WHAT THIS TASK INVOLVES: Transcribe each record exactly. Omit the pictures.

DATA PROVIDED:
- - - - - - -

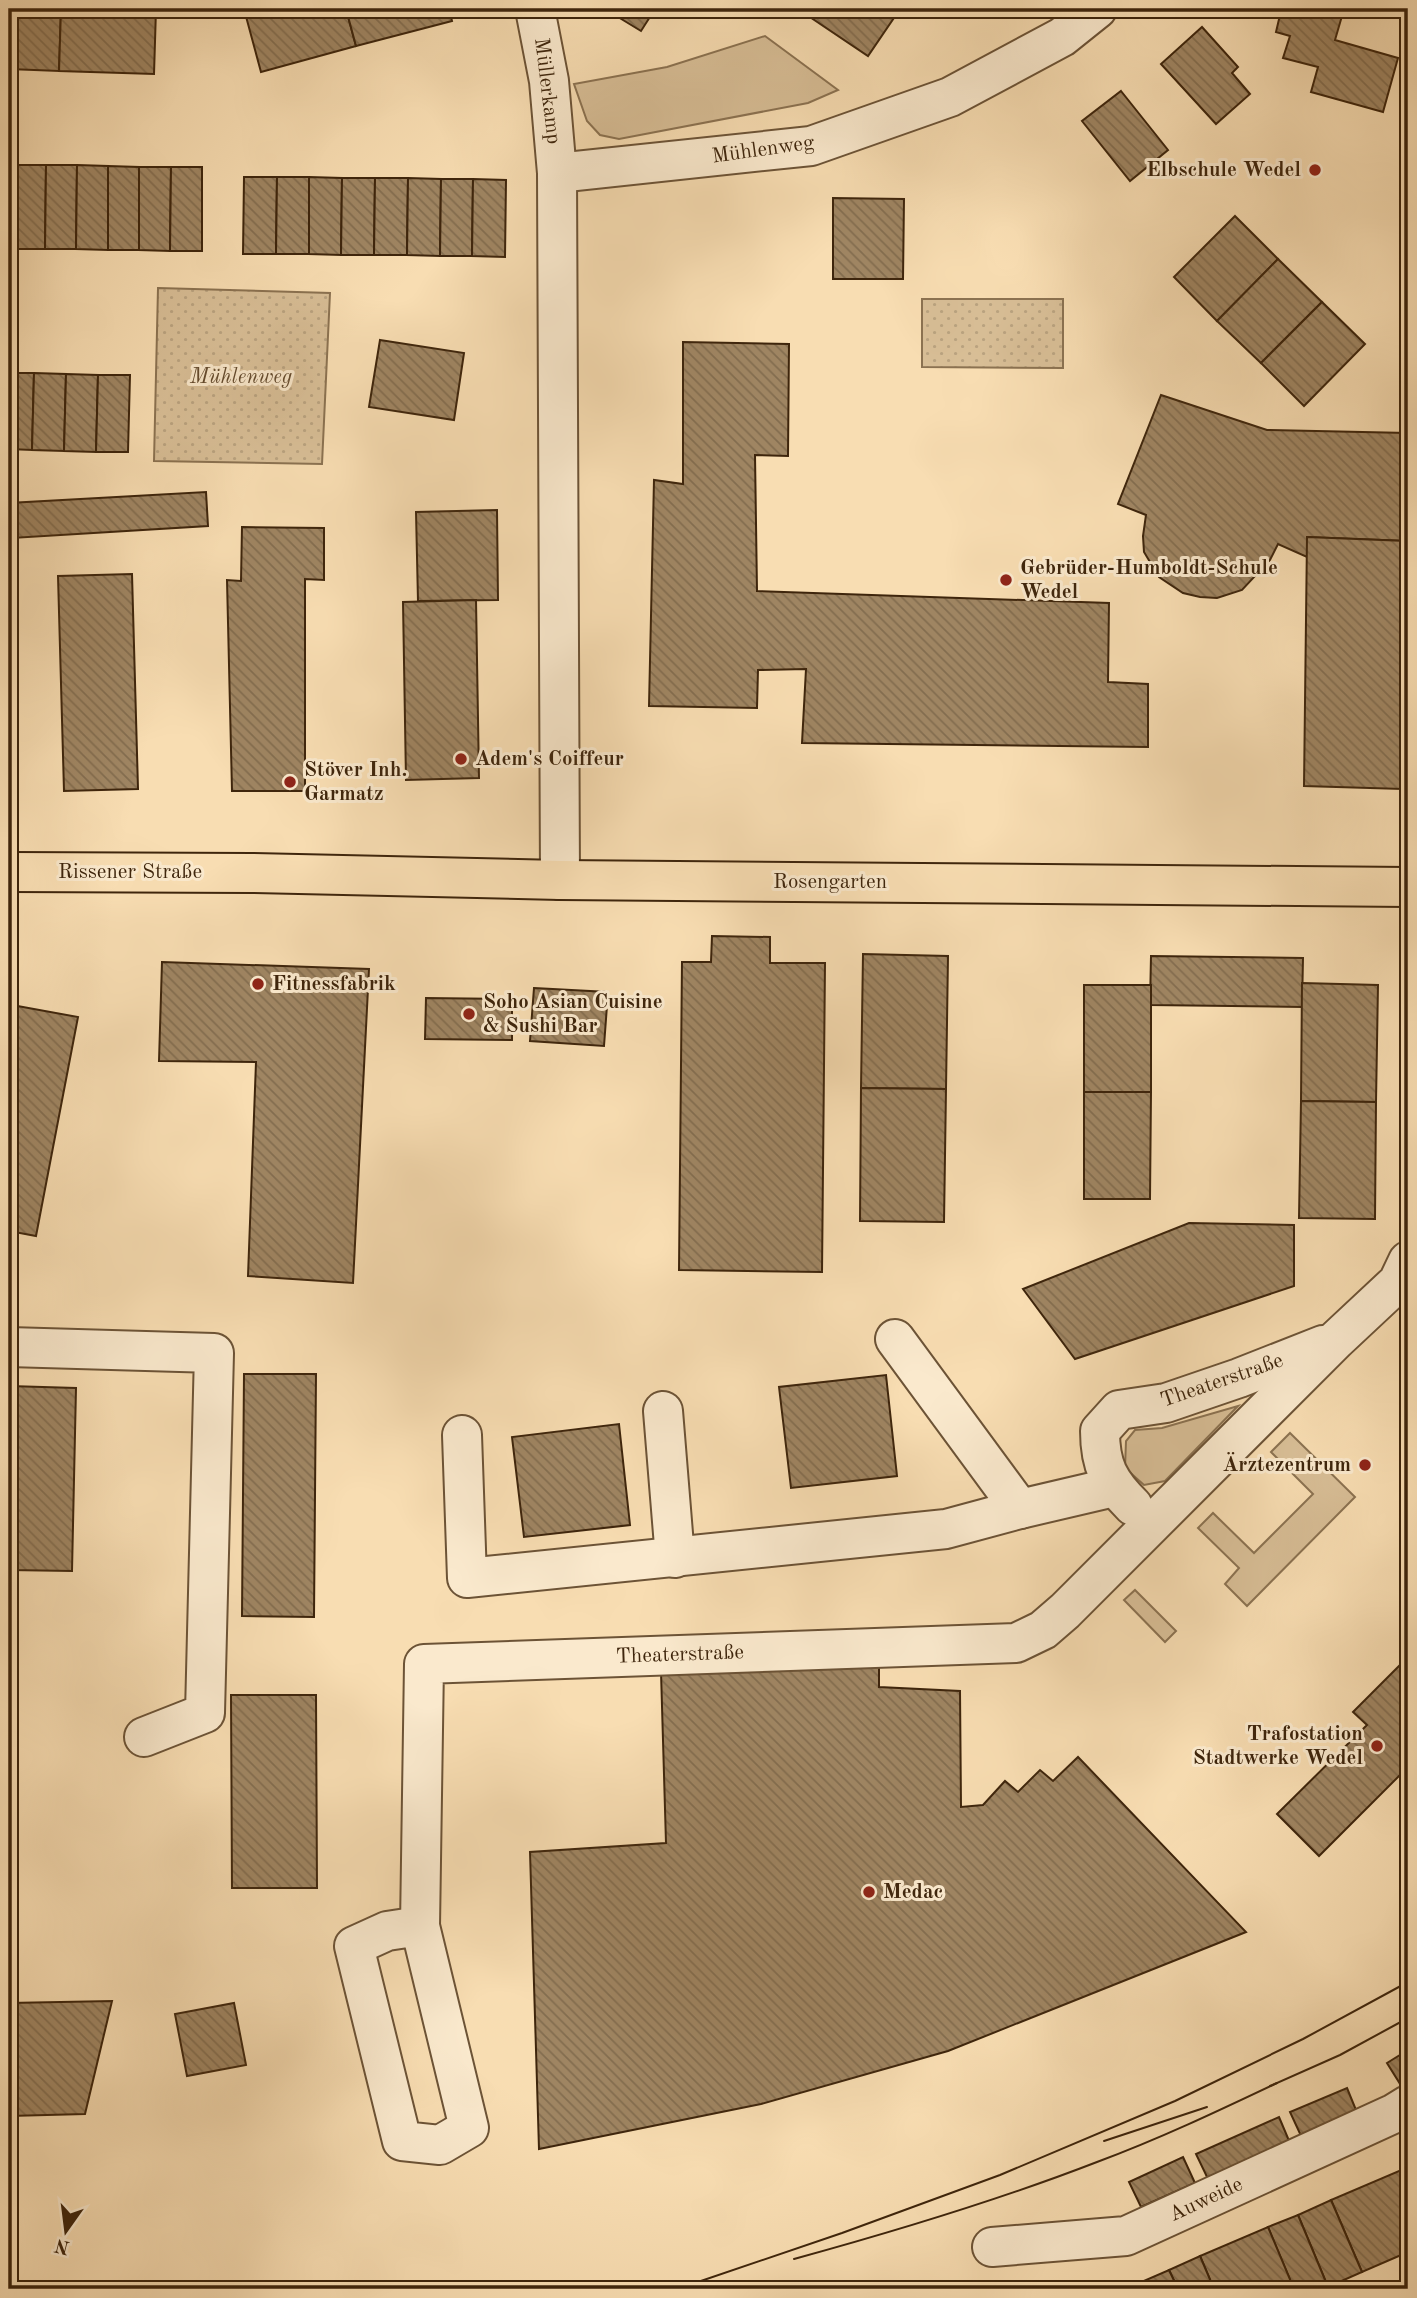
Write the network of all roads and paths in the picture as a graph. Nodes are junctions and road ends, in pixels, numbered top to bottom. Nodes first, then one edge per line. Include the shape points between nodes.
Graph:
1 (536, 9) edge
2 (1097, 9) edge
3 (557, 173) junction
4 (9, 872) edge
5 (251, 873) joint
6 (560, 880) junction
7 (1408, 887) edge
8 (1408, 1261) edge
9 (895, 1339) dead end
10 (1335, 1340) junction
11 (9, 1347) edge
12 (663, 1410) dead end
13 (462, 1435) dead end
14 (1114, 1487) junction
15 (1020, 1509) junction
16 (1152, 1524) junction
17 (675, 1558) junction
18 (144, 1737) dead end
19 (420, 1926) junction
20 (1408, 2105) edge
21 (992, 2247) dead end

1 - 3 street, Müllerkamp via 549,81
2 - 3 street, Mühlenweg via 1062,37 950,97 811,146
3 - 6 street
4 - 5 main road, Rissener Straße
5 - 6 main road, Rosengarten
6 - 7 main road, Rosengarten
8 - 10 street, Theaterstraße via 1398,1282
9 - 15 street
10 - 14 street, Theaterstraße via 1166,1403 1119,1410 1100,1431 1100,1453
10 - 16 street, Theaterstraße
11 - 18 street via 214,1353 205,1713
12 - 17 street
13 - 17 street via 467,1578
14 - 15 street
14 - 16 street, Theaterstraße
15 - 17 street via 947,1530
16 - 19 street, Theaterstraße via 1043,1630 1016,1643 424,1664
19 - 19 street, Theaterstraße via 387,1931 354,1946 402,2141 440,2145 469,2128
20 - 21 street, Auweide via 1126,2236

- - - - - - -

OUTPUT FOR THIS TASK:
Write the network of all roads and paths in the picture as a graph. Nodes are junctions and road ends, in pixels, numbered top to bottom. Nodes first, then one edge per line. Include the shape points between nodes.
Graph:
1 (536, 9) edge
2 (1097, 9) edge
3 (557, 173) junction
4 (9, 872) edge
5 (251, 873) joint
6 (560, 880) junction
7 (1408, 887) edge
8 (1408, 1261) edge
9 (895, 1339) dead end
10 (1335, 1340) junction
11 (9, 1347) edge
12 (663, 1410) dead end
13 (462, 1435) dead end
14 (1114, 1487) junction
15 (1020, 1509) junction
16 (1152, 1524) junction
17 (675, 1558) junction
18 (144, 1737) dead end
19 (420, 1926) junction
20 (1408, 2105) edge
21 (992, 2247) dead end

1 - 3 street, Müllerkamp via 549,81
2 - 3 street, Mühlenweg via 1062,37 950,97 811,146
3 - 6 street
4 - 5 main road, Rissener Straße
5 - 6 main road, Rosengarten
6 - 7 main road, Rosengarten
8 - 10 street, Theaterstraße via 1398,1282
9 - 15 street
10 - 14 street, Theaterstraße via 1166,1403 1119,1410 1100,1431 1100,1453
10 - 16 street, Theaterstraße
11 - 18 street via 214,1353 205,1713
12 - 17 street
13 - 17 street via 467,1578
14 - 15 street
14 - 16 street, Theaterstraße
15 - 17 street via 947,1530
16 - 19 street, Theaterstraße via 1043,1630 1016,1643 424,1664
19 - 19 street, Theaterstraße via 387,1931 354,1946 402,2141 440,2145 469,2128
20 - 21 street, Auweide via 1126,2236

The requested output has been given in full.